When the developers try to design a new enterprise database, they follow the three normal forms as a silver bullet. The developers tend to think that normalization is the only way to design. With this mindset, they sometimes meet hurdles as the project goes forward. Even though normalization rules are important, but if you take them as a mark on the stone, there are chances of trouble. Here, we will discuss some rules by the experts that will help in DB design.
Database design rules by experts
Rule #1: Consider the nature of your application
Is your application OLAP or OLTP? While starting with database design, the first thing you should analyze is your app’s nature, whether it is analytical or transactions. You may find that many developers are applying normalization as a default rule without thinking twice about the nature of the application and then later getting into trouble with performance and customization issues. As discussed, there are two types of applications as analytical and transaction-based; let us discuss what these are:
- Transactional: In this database application, the end-user will be interested more in CRUD: Creating, reading, updating, and reading the data records. This approach is known as the OLTP database.
- Analytical: In these DBMS applications, the end-user is interested in analysis, reporting, forecasting, etc. Such databases will have a lesser number of inserts and updates. The primary intention of such databases is to analyze the data quickly and effectively. These types of DBs are called OLAP.
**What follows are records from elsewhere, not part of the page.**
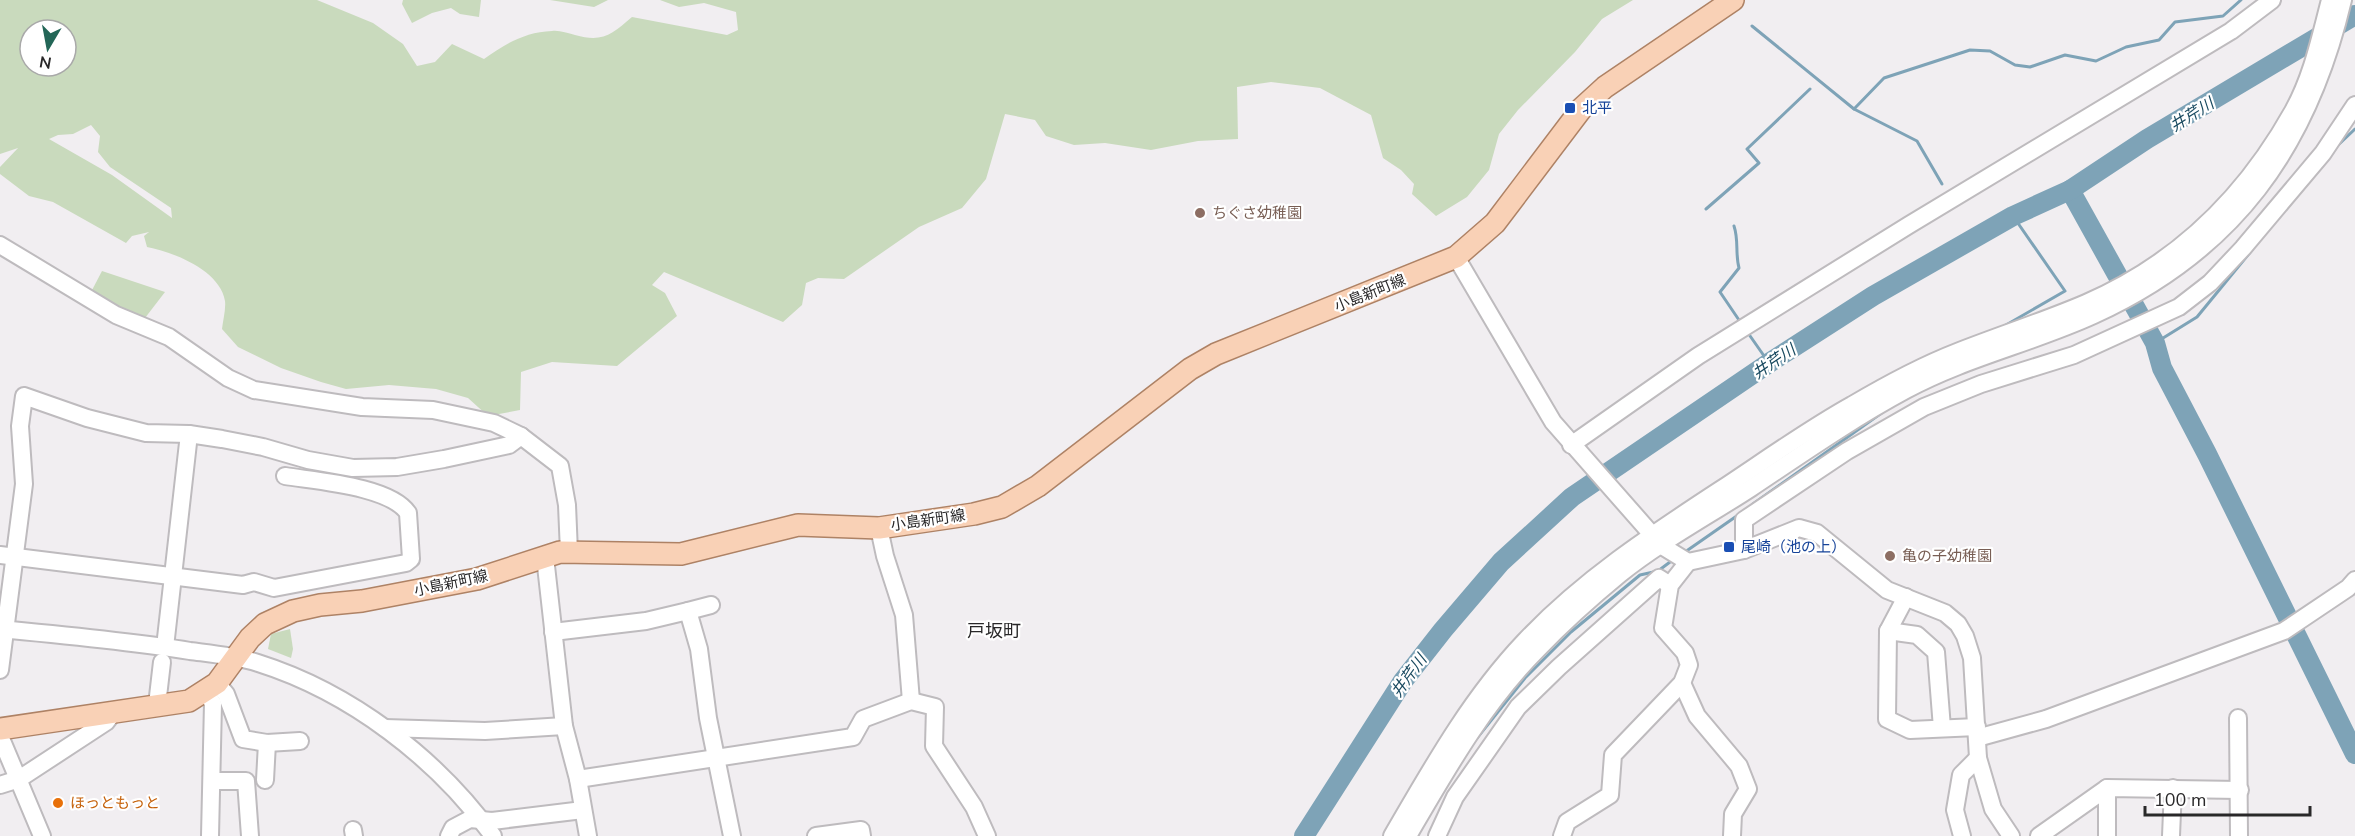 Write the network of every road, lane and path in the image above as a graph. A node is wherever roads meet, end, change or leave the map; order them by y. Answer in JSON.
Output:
{"nodes":[{"id":1,"x":1733,"y":0,"type":"edge"},
{"id":2,"x":2252,"y":0,"type":"edge"},
{"id":3,"x":2272,"y":0,"type":"edge"},
{"id":4,"x":2330,"y":0,"type":"edge"},
{"id":5,"x":2343,"y":0,"type":"edge"},
{"id":6,"x":2231,"y":31,"type":"junction"},
{"id":7,"x":2355,"y":105,"type":"edge"},
{"id":8,"x":2302,"y":108,"type":"junction"},
{"id":9,"x":0,"y":245,"type":"edge"},
{"id":10,"x":1456,"y":257,"type":"junction"},
{"id":11,"x":189,"y":434,"type":"junction"},
{"id":12,"x":522,"y":436,"type":"junction"},
{"id":13,"x":1573,"y":447,"type":"junction"},
{"id":14,"x":285,"y":476,"type":"dead end"},
{"id":15,"x":879,"y":528,"type":"junction"},
{"id":16,"x":1657,"y":540,"type":"junction"},
{"id":17,"x":1744,"y":550,"type":"junction"},
{"id":18,"x":569,"y":552,"type":"junction"},
{"id":19,"x":7,"y":556,"type":"edge"},
{"id":20,"x":545,"y":557,"type":"junction"},
{"id":21,"x":1688,"y":562,"type":"junction"},
{"id":22,"x":171,"y":576,"type":"junction"},
{"id":23,"x":2355,"y":579,"type":"edge"},
{"id":24,"x":1670,"y":585,"type":"junction"},
{"id":25,"x":1906,"y":597,"type":"junction"},
{"id":26,"x":711,"y":605,"type":"dead end"},
{"id":27,"x":688,"y":611,"type":"junction"},
{"id":28,"x":2,"y":629,"type":"edge"},
{"id":29,"x":1888,"y":631,"type":"junction"},
{"id":30,"x":553,"y":632,"type":"junction"},
{"id":31,"x":1538,"y":649,"type":"junction"},
{"id":32,"x":164,"y":654,"type":"junction"},
{"id":33,"x":237,"y":658,"type":"junction"},
{"id":34,"x":1559,"y":667,"type":"junction"},
{"id":35,"x":0,"y":669,"type":"edge"},
{"id":36,"x":1682,"y":683,"type":"junction"},
{"id":37,"x":212,"y":688,"type":"junction"},
{"id":38,"x":911,"y":701,"type":"junction"},
{"id":39,"x":157,"y":705,"type":"junction"},
{"id":40,"x":113,"y":713,"type":"junction"},
{"id":41,"x":2238,"y":718,"type":"dead end"},
{"id":42,"x":564,"y":726,"type":"junction"},
{"id":43,"x":385,"y":728,"type":"junction"},
{"id":44,"x":1942,"y":728,"type":"junction"},
{"id":45,"x":0,"y":729,"type":"edge"},
{"id":46,"x":1977,"y":732,"type":"junction"},
{"id":47,"x":0,"y":735,"type":"edge"},
{"id":48,"x":300,"y":741,"type":"dead end"},
{"id":49,"x":267,"y":743,"type":"junction"},
{"id":50,"x":716,"y":758,"type":"junction"},
{"id":51,"x":1978,"y":758,"type":"junction"},
{"id":52,"x":19,"y":779,"type":"junction"},
{"id":53,"x":578,"y":779,"type":"junction"},
{"id":54,"x":265,"y":780,"type":"dead end"},
{"id":55,"x":212,"y":781,"type":"junction"},
{"id":56,"x":0,"y":785,"type":"edge"},
{"id":57,"x":2107,"y":788,"type":"junction"},
{"id":58,"x":2173,"y":788,"type":"junction"},
{"id":59,"x":1435,"y":789,"type":"junction"},
{"id":60,"x":2240,"y":790,"type":"junction"},
{"id":61,"x":1455,"y":797,"type":"junction"},
{"id":62,"x":584,"y":810,"type":"junction"},
{"id":63,"x":482,"y":820,"type":"junction"},
{"id":64,"x":42,"y":836,"type":"edge"},
{"id":65,"x":210,"y":836,"type":"edge"},
{"id":66,"x":250,"y":836,"type":"edge"},
{"id":67,"x":448,"y":836,"type":"edge"},
{"id":68,"x":493,"y":836,"type":"edge"},
{"id":69,"x":588,"y":836,"type":"edge"},
{"id":70,"x":732,"y":836,"type":"edge"},
{"id":71,"x":816,"y":836,"type":"edge"},
{"id":72,"x":862,"y":836,"type":"edge"},
{"id":73,"x":987,"y":836,"type":"edge"},
{"id":74,"x":1392,"y":836,"type":"edge"},
{"id":75,"x":1408,"y":836,"type":"edge"},
{"id":76,"x":1437,"y":836,"type":"edge"},
{"id":77,"x":1562,"y":836,"type":"edge"},
{"id":78,"x":1732,"y":836,"type":"edge"},
{"id":79,"x":1962,"y":836,"type":"edge"},
{"id":80,"x":2011,"y":836,"type":"edge"},
{"id":81,"x":2039,"y":836,"type":"edge"},
{"id":82,"x":2107,"y":836,"type":"edge"},
{"id":83,"x":2171,"y":836,"type":"edge"},
{"id":84,"x":2239,"y":836,"type":"edge"}],
"edges":[{"from":1,"to":10,"type":"main road","name":"小島新町線"},
{"from":2,"to":6,"type":"street"},
{"from":3,"to":6,"type":"street"},
{"from":4,"to":8,"type":"street"},
{"from":5,"to":8,"type":"street"},
{"from":6,"to":13,"type":"street"},
{"from":7,"to":17,"type":"street"},
{"from":8,"to":16,"type":"street"},
{"from":9,"to":12,"type":"street"},
{"from":10,"to":13,"type":"street"},
{"from":10,"to":15,"type":"main road","name":"小島新町線"},
{"from":11,"to":12,"type":"street"},
{"from":11,"to":19,"type":"street"},
{"from":11,"to":22,"type":"street"},
{"from":12,"to":18,"type":"street"},
{"from":13,"to":16,"type":"street"},
{"from":14,"to":22,"type":"street"},
{"from":15,"to":18,"type":"main road","name":"小島新町線"},
{"from":15,"to":38,"type":"street"},
{"from":16,"to":21,"type":"street"},
{"from":16,"to":31,"type":"street"},
{"from":16,"to":74,"type":"street"},
{"from":17,"to":21,"type":"street"},
{"from":17,"to":25,"type":"street"},
{"from":18,"to":20,"type":"main road","name":"小島新町線"},
{"from":19,"to":22,"type":"street"},
{"from":19,"to":28,"type":"street"},
{"from":20,"to":30,"type":"street"},
{"from":20,"to":33,"type":"main road","name":"小島新町線"},
{"from":21,"to":24,"type":"street"},
{"from":22,"to":32,"type":"street"},
{"from":23,"to":46,"type":"street"},
{"from":24,"to":34,"type":"street"},
{"from":24,"to":36,"type":"street"},
{"from":25,"to":29,"type":"street"},
{"from":25,"to":46,"type":"street"},
{"from":26,"to":27,"type":"street"},
{"from":27,"to":30,"type":"street"},
{"from":27,"to":50,"type":"street"},
{"from":28,"to":32,"type":"street"},
{"from":28,"to":35,"type":"street"},
{"from":29,"to":44,"type":"street"},
{"from":29,"to":44,"type":"street"},
{"from":30,"to":42,"type":"street"},
{"from":31,"to":34,"type":"street"},
{"from":31,"to":59,"type":"street"},
{"from":32,"to":33,"type":"street"},
{"from":32,"to":39,"type":"street"},
{"from":33,"to":37,"type":"main road","name":"小島新町線"},
{"from":33,"to":43,"type":"street"},
{"from":34,"to":61,"type":"street"},
{"from":36,"to":77,"type":"street"},
{"from":36,"to":78,"type":"street"},
{"from":37,"to":39,"type":"main road"},
{"from":37,"to":49,"type":"street"},
{"from":37,"to":55,"type":"street"},
{"from":38,"to":50,"type":"street"},
{"from":38,"to":73,"type":"street"},
{"from":39,"to":40,"type":"main road"},
{"from":40,"to":45,"type":"main road"},
{"from":40,"to":52,"type":"street"},
{"from":41,"to":60,"type":"street"},
{"from":42,"to":43,"type":"street"},
{"from":42,"to":53,"type":"street"},
{"from":43,"to":63,"type":"street"},
{"from":44,"to":46,"type":"street"},
{"from":46,"to":51,"type":"street"},
{"from":47,"to":52,"type":"street"},
{"from":48,"to":49,"type":"street"},
{"from":49,"to":54,"type":"street"},
{"from":50,"to":53,"type":"street"},
{"from":50,"to":70,"type":"street"},
{"from":51,"to":79,"type":"street"},
{"from":51,"to":80,"type":"street"},
{"from":52,"to":56,"type":"street"},
{"from":52,"to":64,"type":"street"},
{"from":53,"to":62,"type":"street"},
{"from":55,"to":65,"type":"street"},
{"from":55,"to":66,"type":"street"},
{"from":57,"to":58,"type":"street"},
{"from":57,"to":81,"type":"street"},
{"from":57,"to":82,"type":"street"},
{"from":58,"to":60,"type":"street"},
{"from":58,"to":83,"type":"street"},
{"from":59,"to":61,"type":"street"},
{"from":59,"to":75,"type":"street"},
{"from":60,"to":84,"type":"street"},
{"from":61,"to":76,"type":"street"},
{"from":62,"to":63,"type":"street"},
{"from":62,"to":69,"type":"street"},
{"from":63,"to":67,"type":"street"},
{"from":63,"to":68,"type":"street"},
{"from":71,"to":72,"type":"street"}]}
In other terms, if you are thinking of inserts, updates and deletes happen more prominently in your database operations. You may consider a normalized database table design, and otherwise, try for a flat and denormalized data structure.
Rule #2: Breaking data into logical pieces
It is the primary rule by considering the first normal form. The sign of violation of this particular rule is when you see the queries use too many string parsing functions as char index and substring. In such cases, this rule has to be reapplied. For example, in a table with student names, you may want to query the student names. The better approach you may take is to break the Student Name fields into more logical pieces to write optimal and clean queries.
Rule #3: Do not overdo with rule #2
Developers sometimes tend to overdo things. If you ask them to do it in this way, they will keep on doing it. When we try to implement things discussed in rule #2, overdoing, the same can have unwanted consequences. When you think of decomposing the same, pause to it and ask yourself whether it is needed. As we discussed, this decomposition should also be logical.
For example, in the table mentioned above for students, you can take the field for a phone number. The international codes for the phone numbers may rarely come separately until the application demands. So, it may be wise to leave it as it may lead to more complications in the table. You may get the assistance of DBMS experts of RemoteDBA.com if you are doubtful about these.
Rule #4: Treating non-uniform duplicate data as an enemy
The primary concern about duplicate data is not the disk space it acquires but the confusion it may create. Say, for example, in the student’s table; there may be entries like “5th Standard” duplicated with “Fifth standard,” which both represent the same. With this, you can say that the data that comes from your system may have instances of data entry and poor validation. If you want to fetch a report out of it using some criteria, these types of entry would be shown as different entities, and it will be confusing for the end-users. The primary solution for this would be to move your data into another master table altogether and then refer to them using foreign keys.
Rule #5: Watch for the data separated with separators
The second rule in the first normal says about avoiding the repeating data groups. You can see that some fields are stuffed with too much data. These are called repeating groups. If you have to manipulate such data, the query would be much complex, and also the performance of such queries may be doubtful. Such columns with data stuffed using separators may need special attention. The best approach here would be to move those fields to another table and then link them using keys for easy management. For this, we may apply the first normal form’s second rule to avoid the repeating groups. You can create a separate table and use many-to-many relationships with the primary table.
Rule #6: Watch for any partial dependencies
You may watch for the fields which are partially dependent on the primary keys. We can see that the primary key in many tables is created in an illogical way. So, try to apply sense to move these out and rightly associate those with the standard tables. The second normal form’s rule is also applicable, as all keys must be dependent fully on the primary key.
Rule #7: Previously choosing the derived columns
If you are trying to set up OLTP applications, then getting rid of the derived columns may be an ideal thought unless there are any pressing reasons for optimizing performance. In terms of OLAP DBs, where there are many summations and calculations to be done, these fields may be necessary for optimizing performance.
Rule #8: If performance is the objective, do not be so strict on avoiding redundancy
Do not make it a hard and fast rule to avoid redundancy fully. If there any pressing call for performance, then you may think of denormalization. In the case of normalization, you may need to make the joins using many tables, and in the case of denormalization, it may be reduced, so performance is increased.
Hope these rules are found relevant to you if you plan to build a fresh database of your choice to meet your enterprise DBMS needs.